The ACGME Outcome Project
OVERVIEW
[Note: The following material is based in part on an introduction to the Outcome Project found on the ACGME Website at " www.acgme.org/outcome/project/proHome.asp ".]
The Outcome Project, as described on the ACGME Website is "a long-term initiative by which the ACGME is increasing emphasis on educational outcomes in the accreditation of residency education programs." The project was initiated in keeping with the ACGME's mission to ensure and improve the quality of graduate medical education in the United States and involves a fundamental change in the focus of the ACGME's activities from measuring a residency's "potential" to educate residents, by evaluating the program's compliance with existing regulations, to assessing actual outcomes of the educational process. This process involved moving from a regulation and prescription based model to one in which acceptable levels of performance are pulled continually upward through a routine of introspection, identification of opportunities for improvement, and well planned efforts to attain a higher level of effectiveness. Assessing outcomes, furthermore, requires that residency programs establish measurable learning objectives and the means for determining the degree to which individual residents and the programs meet these objectives. These means must include ever more dependable and objective measures of assessing the resident's competency regarding the objectives. Realizing that the educational process is one that develops and changes over time, the ACGME also looks closely at how a program implements a plan for continuous reflection and improvement.

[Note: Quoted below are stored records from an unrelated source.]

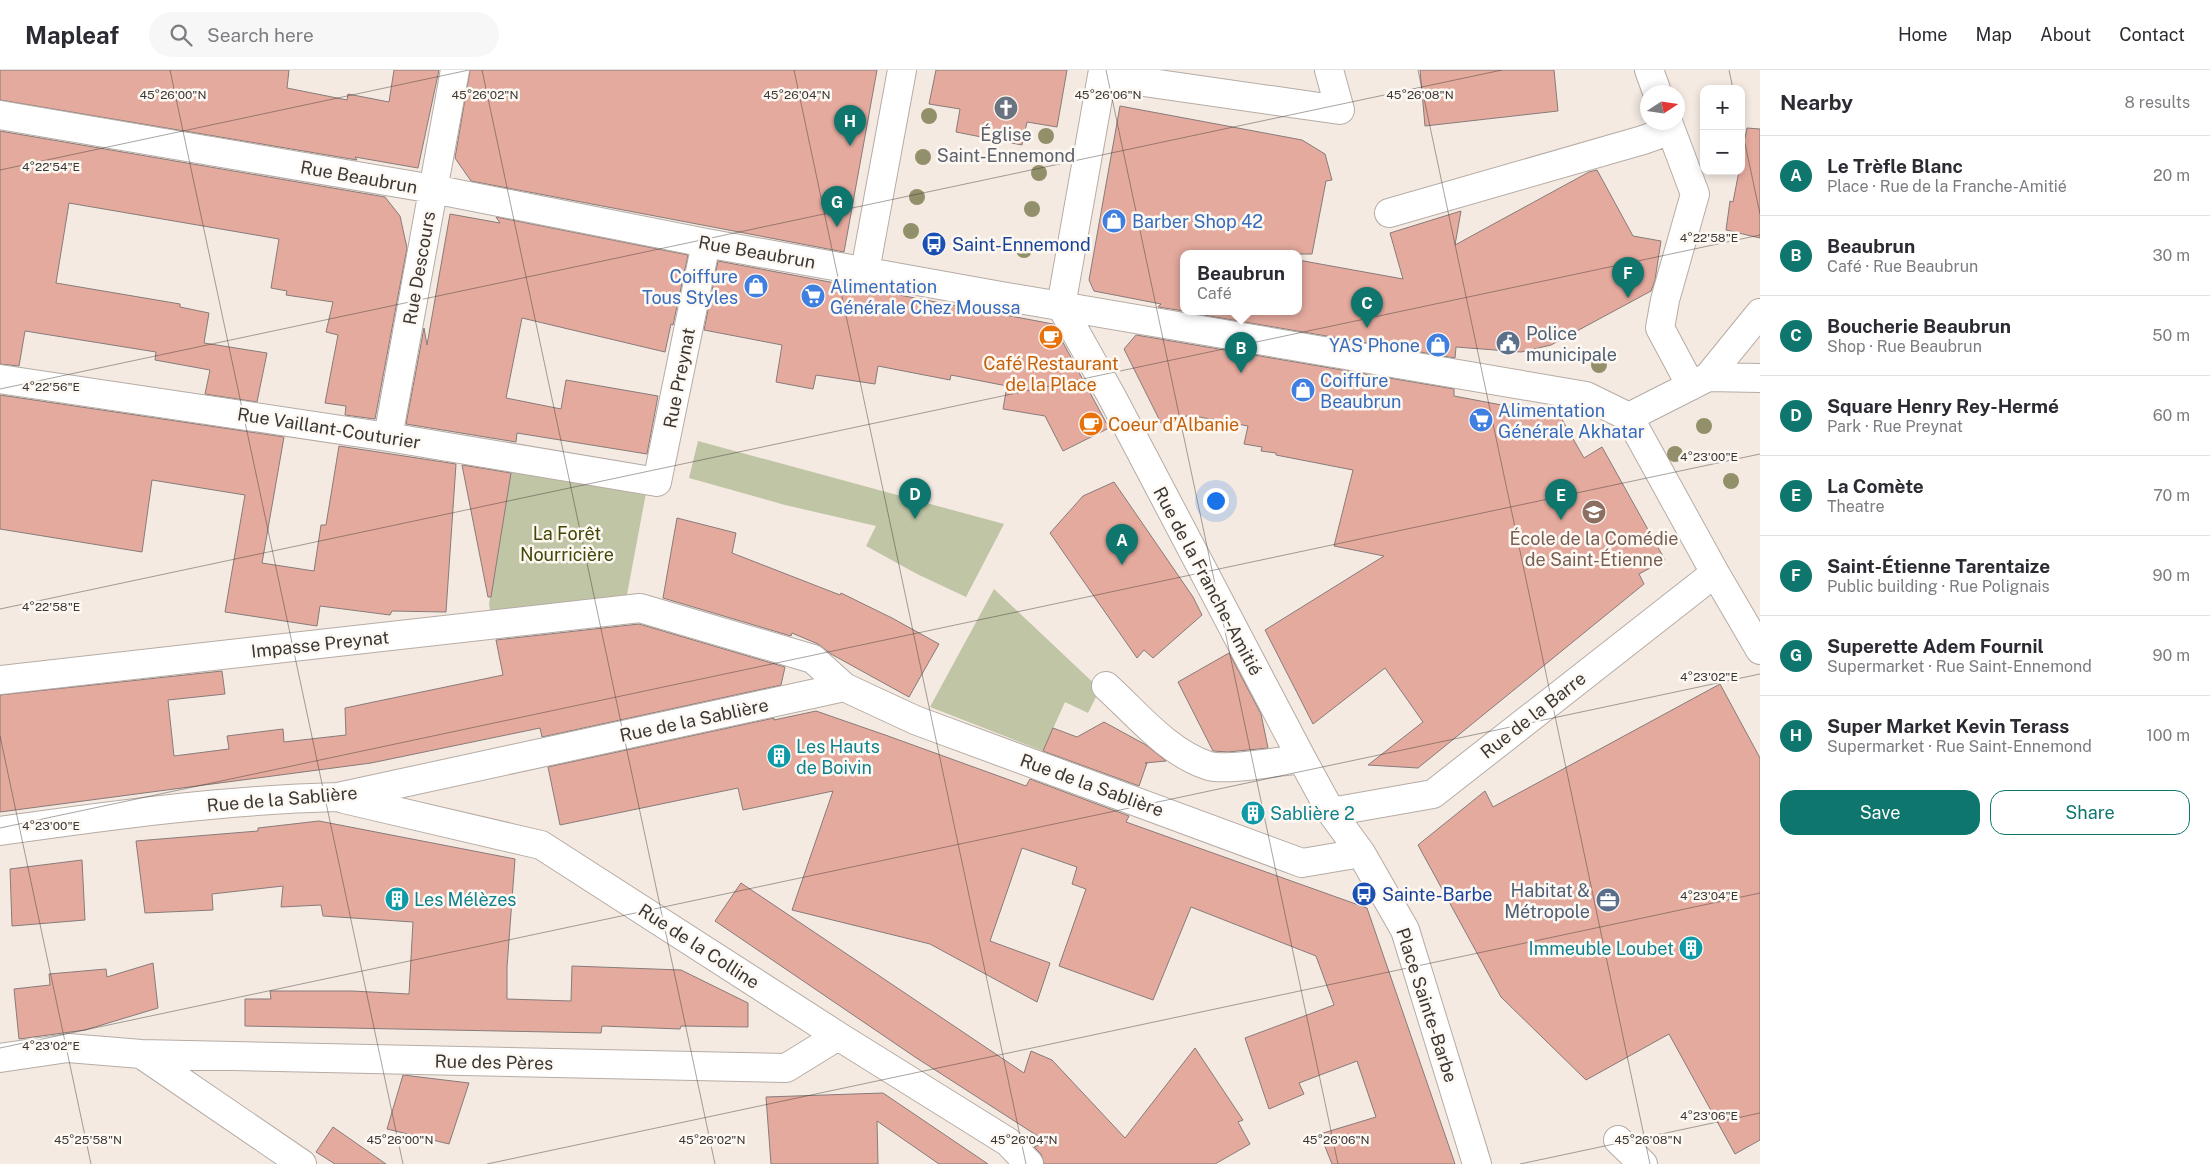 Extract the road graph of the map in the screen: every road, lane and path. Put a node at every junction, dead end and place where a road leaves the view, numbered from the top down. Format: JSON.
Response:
{"nodes":[{"id":1,"x":455,"y":70,"type":"edge"},
{"id":2,"x":902,"y":70,"type":"edge"},
{"id":3,"x":1329,"y":70,"type":"edge"},
{"id":4,"x":1648,"y":70,"type":"edge"},
{"id":5,"x":1102,"y":73,"type":"edge"},
{"id":6,"x":1654,"y":85,"type":"edge"},
{"id":7,"x":0,"y":115,"type":"edge"},
{"id":8,"x":1662,"y":130,"type":"edge"},
{"id":9,"x":1671,"y":130,"type":"edge"},
{"id":10,"x":433,"y":189,"type":"junction"},
{"id":11,"x":1389,"y":212,"type":"dead end"},
{"id":12,"x":706,"y":243,"type":"junction"},
{"id":13,"x":865,"y":271,"type":"junction"},
{"id":14,"x":1060,"y":306,"type":"junction"},
{"id":15,"x":1760,"y":313,"type":"edge"},
{"id":16,"x":1760,"y":378,"type":"edge"},
{"id":17,"x":0,"y":379,"type":"edge"},
{"id":18,"x":1700,"y":381,"type":"junction"},
{"id":19,"x":1629,"y":417,"type":"junction"},
{"id":20,"x":388,"y":437,"type":"junction"},
{"id":21,"x":657,"y":482,"type":"joint"},
{"id":22,"x":1715,"y":573,"type":"junction"},
{"id":23,"x":1760,"y":650,"type":"edge"},
{"id":24,"x":0,"y":680,"type":"edge"},
{"id":25,"x":1106,"y":686,"type":"dead end"},
{"id":26,"x":844,"y":687,"type":"junction"},
{"id":27,"x":1302,"y":759,"type":"junction"},
{"id":28,"x":338,"y":797,"type":"junction"},
{"id":29,"x":1331,"y":812,"type":"junction"},
{"id":30,"x":0,"y":832,"type":"edge"},
{"id":31,"x":1361,"y":854,"type":"junction"},
{"id":32,"x":838,"y":1036,"type":"junction"},
{"id":33,"x":141,"y":1054,"type":"junction"},
{"id":34,"x":0,"y":1058,"type":"edge"},
{"id":35,"x":1618,"y":1140,"type":"dead end"},
{"id":36,"x":302,"y":1164,"type":"edge"},
{"id":37,"x":1029,"y":1164,"type":"edge"},
{"id":38,"x":1477,"y":1164,"type":"edge"},
{"id":39,"x":1643,"y":1164,"type":"edge"}],
"edges":[{"from":1,"to":10,"type":"street","name":"Rue Descours"},
{"from":2,"to":13,"type":"street"},
{"from":3,"to":5,"type":"street"},
{"from":4,"to":6,"type":"street"},
{"from":5,"to":14,"type":"street"},
{"from":7,"to":10,"type":"street","name":"Rue Beaubrun"},
{"from":8,"to":11,"type":"street"},
{"from":9,"to":18,"type":"street"},
{"from":10,"to":12,"type":"street","name":"Rue Beaubrun"},
{"from":10,"to":20,"type":"street","name":"Rue Descours"},
{"from":12,"to":13,"type":"street","name":"Rue Beaubrun"},
{"from":12,"to":21,"type":"street","name":"Rue Preynat"},
{"from":13,"to":14,"type":"street","name":"Rue Beaubrun"},
{"from":14,"to":19,"type":"street","name":"Rue Beaubrun"},
{"from":14,"to":27,"type":"street","name":"Rue de la Franche-Amitié"},
{"from":15,"to":18,"type":"street"},
{"from":16,"to":18,"type":"street"},
{"from":17,"to":20,"type":"street","name":"Rue Vaillant-Couturier"},
{"from":18,"to":19,"type":"street"},
{"from":19,"to":22,"type":"street"},
{"from":20,"to":21,"type":"street","name":"Rue Vaillant-Couturier"},
{"from":22,"to":23,"type":"street"},
{"from":22,"to":29,"type":"street","name":"Rue de la Barre"},
{"from":24,"to":26,"type":"street","name":"Impasse Preynat"},
{"from":25,"to":27,"type":"street"},
{"from":26,"to":28,"type":"street","name":"Rue de la Sablière"},
{"from":26,"to":31,"type":"street","name":"Rue de la Sablière"},
{"from":27,"to":29,"type":"street","name":"Rue de la Franche-Amitié"},
{"from":28,"to":30,"type":"street","name":"Rue de la Sablière"},
{"from":28,"to":32,"type":"street","name":"Rue de la Colline"},
{"from":29,"to":31,"type":"street","name":"Rue de la Franche-Amitié"},
{"from":31,"to":38,"type":"street","name":"Place Sainte-Barbe"},
{"from":32,"to":33,"type":"street","name":"Rue des Pères"},
{"from":32,"to":37,"type":"street","name":"Rue de la Colline"},
{"from":33,"to":34,"type":"street","name":"Rue des Pères"},
{"from":33,"to":36,"type":"street","name":"Rue des Pères"},
{"from":35,"to":39,"type":"street"}]}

Several factors and trends developing in the 1980s and 90s stimulated the move from process-based evaluation to outcomes-based measurement. These included:
- growing concern about the preparedness of physicians to cope with an increasingly volatile and constantly changing health care system
- society's expectation that physicians minister to social and psychological as well as physical infirmities 1
- recognition of the public's need for assurances that residency programs are producing well-qualified physicians through cost-effective programs
- increased focus on outcomes versus process in industry and education
- recognition that ultimate focus of our educational system should be neither the learners nor the instruction itself, but rather the level of patient care provided by our learners
- the U.S. Department of Education's emphasis on outcomes assessment in the accreditation process
- the need for outcomes-based data to inform discussion regarding the funding of medical education and patient safety
- the need to encourage innovation and the pursuit of excellence rather than compliance with minimal threshold standards1
Recognizing these trends and concerns, the Outcome Project leadership identified six core domains on which programs would focus their efforts to improve the educational and assessment processes. Over time these six domains have become known as the "General Competencies."